I am currently implementing my own train.py for yolov3 object detection.
However, I met some problem about the labels.
For yolov3 object detection, it is allowed to detect multiple object in an image.
In this case, different image may have different number of detected object. It means that different image may have different number of ground truth bounding boxes.
Ideally, I would like to concatenate the ground truth bounding boxes of same image into a dimension.
Assume it is a single class problem
e.g
[image_index, object_index, parameter] (parameter[tx,ty,tw,th,Po,Pc1])
For image 1, 5 objects are detected in ground truth so its shape is [1, 5, 6]
For image 2, only 2 are detected in ground truth so its shape is [1, 2, 6]
In this case, the label for image 1 and image 2 cannot concatenate into one tensor as they have different shape at (dimension = 1).
To solve this problem, I have tried to combine them using
list = []
list.append(label1)
list.append(label2)
However, the tensor must be stack together in torch.utils.data.DataLoader.

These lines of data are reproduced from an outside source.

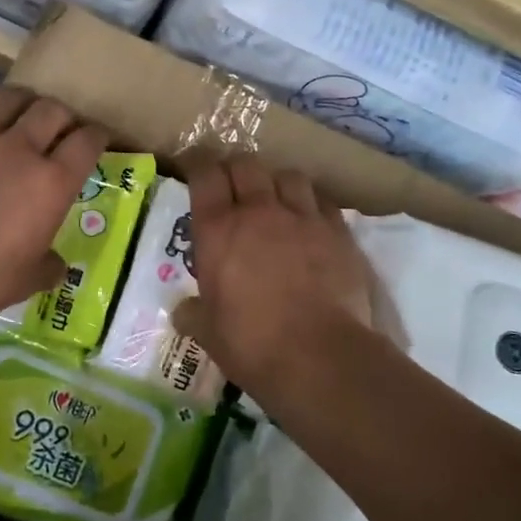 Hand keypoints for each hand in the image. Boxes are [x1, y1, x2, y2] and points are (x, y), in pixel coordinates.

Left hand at [0, 87, 109, 330]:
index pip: (87, 143)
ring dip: (22, 101)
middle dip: (62, 115)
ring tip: (22, 110)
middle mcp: (19, 151)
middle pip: (51, 110)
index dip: (98, 135)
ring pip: (8, 98)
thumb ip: (48, 266)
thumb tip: (57, 265)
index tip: (98, 138)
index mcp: (51, 184)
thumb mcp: (27, 281)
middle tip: (60, 127)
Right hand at [174, 156, 373, 392]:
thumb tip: (182, 312)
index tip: (195, 168)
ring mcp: (302, 218)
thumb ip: (193, 314)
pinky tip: (311, 221)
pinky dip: (312, 204)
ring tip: (276, 200)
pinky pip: (323, 201)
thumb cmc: (252, 344)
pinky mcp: (338, 232)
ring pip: (288, 175)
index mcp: (218, 230)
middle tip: (232, 186)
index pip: (204, 175)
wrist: (320, 356)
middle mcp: (258, 212)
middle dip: (236, 169)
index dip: (198, 164)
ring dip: (277, 182)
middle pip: (246, 165)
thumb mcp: (208, 333) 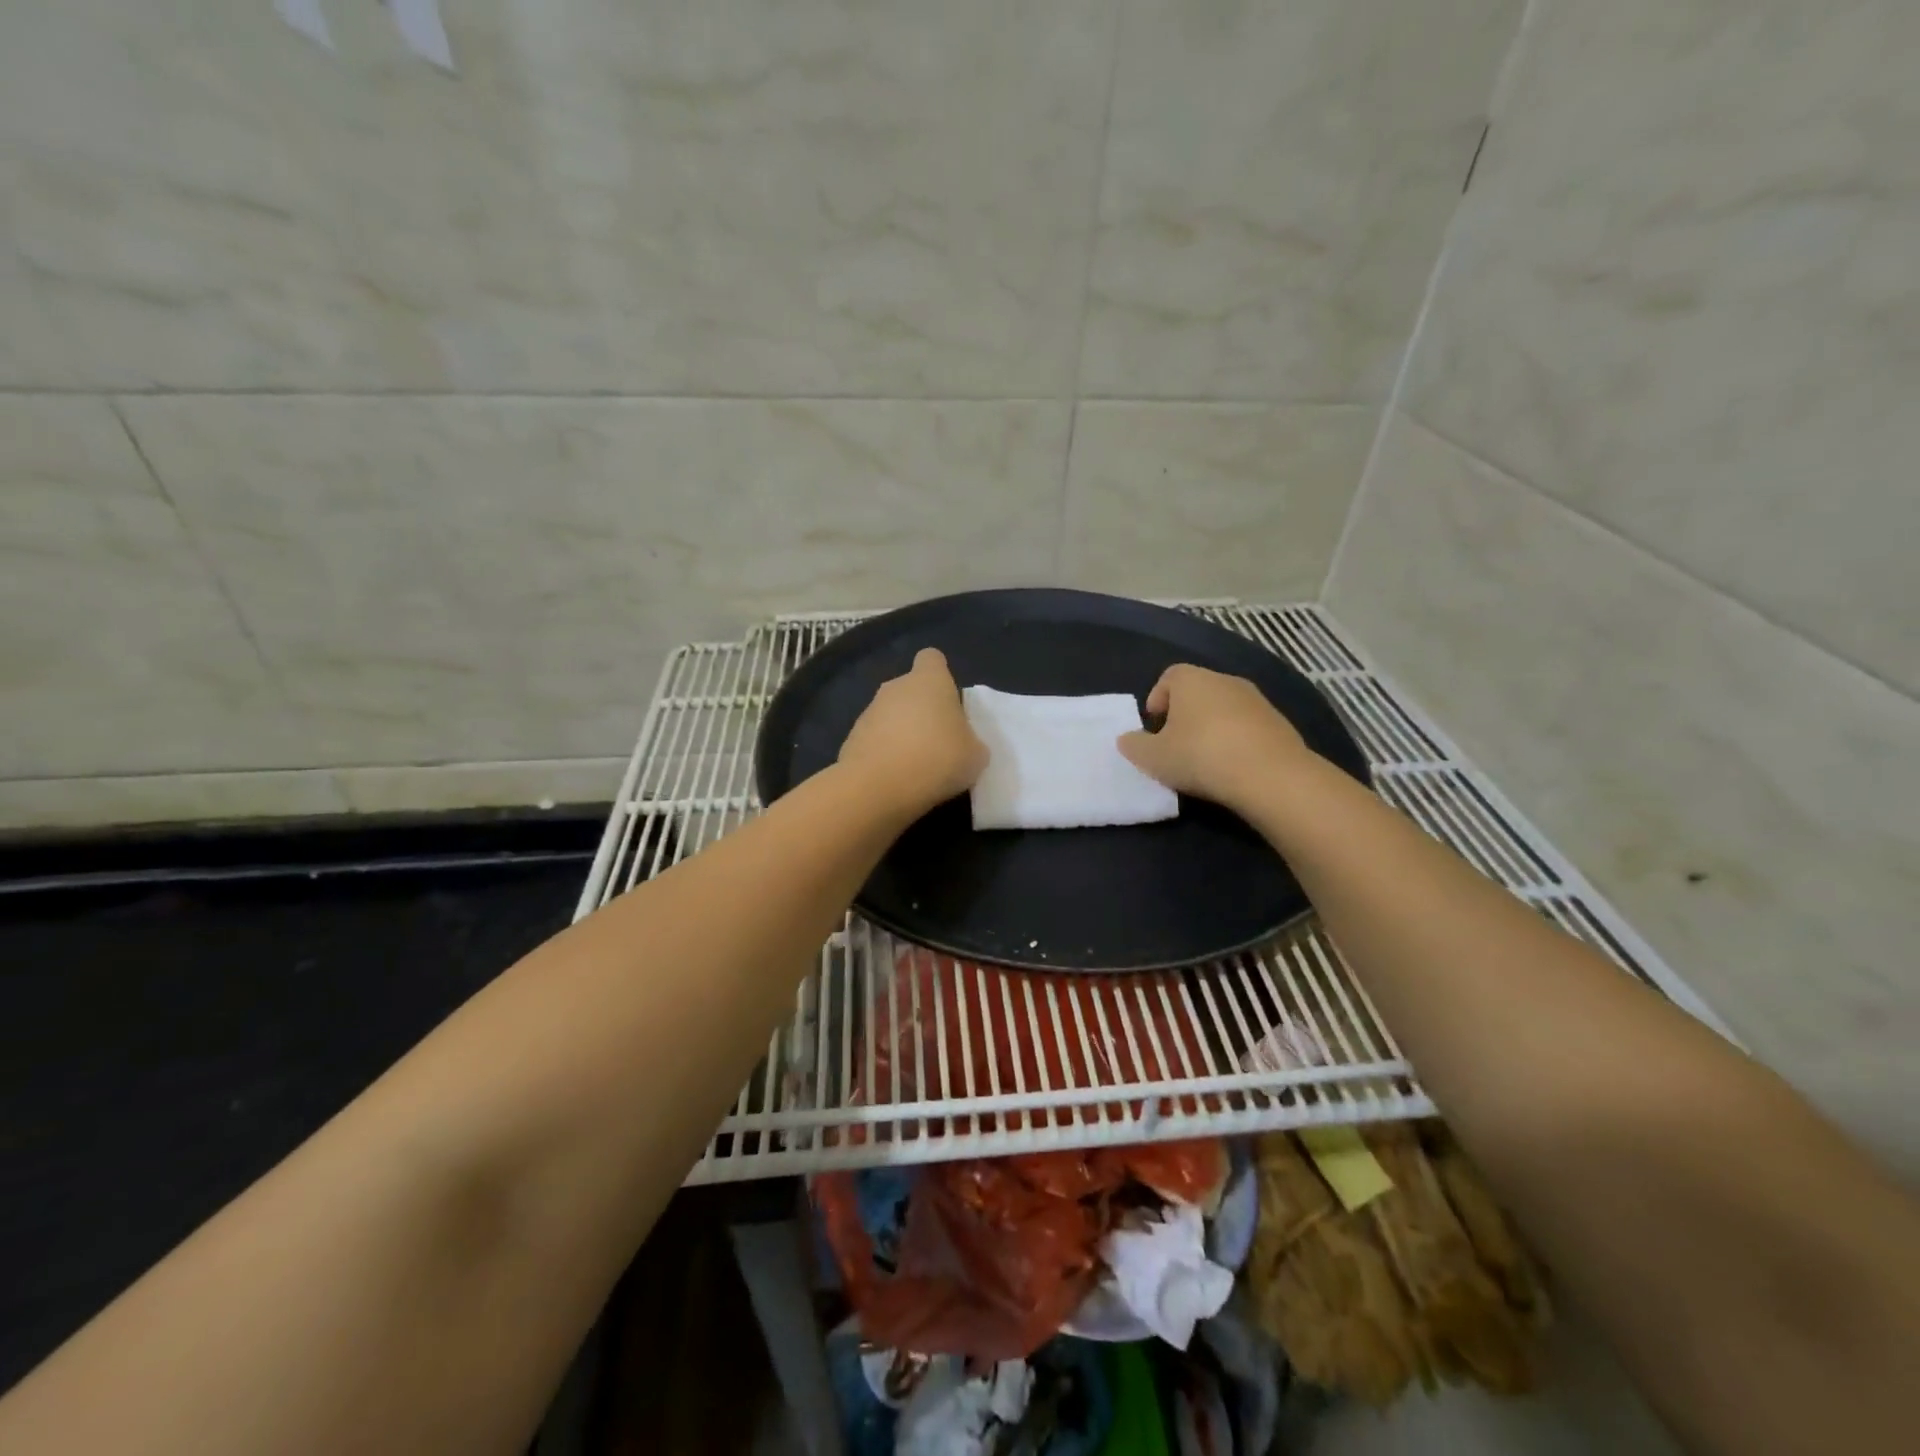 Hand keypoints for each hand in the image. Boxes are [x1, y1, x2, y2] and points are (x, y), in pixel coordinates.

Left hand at [838, 648, 987, 817]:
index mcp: (929, 681)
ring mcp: (869, 711)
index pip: (932, 659)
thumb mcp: (975, 756)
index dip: (941, 675)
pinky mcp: (851, 738)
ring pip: (891, 715)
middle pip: (910, 689)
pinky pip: (875, 740)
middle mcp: (895, 687)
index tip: (949, 700)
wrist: (878, 788)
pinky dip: (884, 754)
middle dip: (922, 710)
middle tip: (939, 742)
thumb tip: (962, 744)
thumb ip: (970, 742)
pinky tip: (895, 778)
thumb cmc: (937, 759)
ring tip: (917, 766)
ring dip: (902, 733)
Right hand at [1118, 663, 1312, 810]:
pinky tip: (1233, 766)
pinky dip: (1237, 740)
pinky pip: (1248, 726)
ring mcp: (1257, 700)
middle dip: (1184, 714)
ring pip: (1224, 708)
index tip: (1154, 726)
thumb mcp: (1153, 758)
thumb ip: (1134, 745)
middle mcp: (1225, 680)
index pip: (1169, 676)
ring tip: (1205, 759)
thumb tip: (1127, 739)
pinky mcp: (1279, 722)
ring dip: (1212, 727)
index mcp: (1191, 680)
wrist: (1270, 775)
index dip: (1157, 698)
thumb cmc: (1200, 756)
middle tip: (1175, 745)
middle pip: (1198, 691)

Hence, I got the following Error owing to different shape of labels:
RuntimeError: stack expects each tensor to be equal size, but got [1, 16] at entry 0 and [6, 16] at entry 1
16 = 1+4+11, 11 classes
All my labels are retrieved from a single .csv file. I am currently implementing the train.py using 7 images and 11 classes. All images are padded and resized to 416x416
Thanks for your time.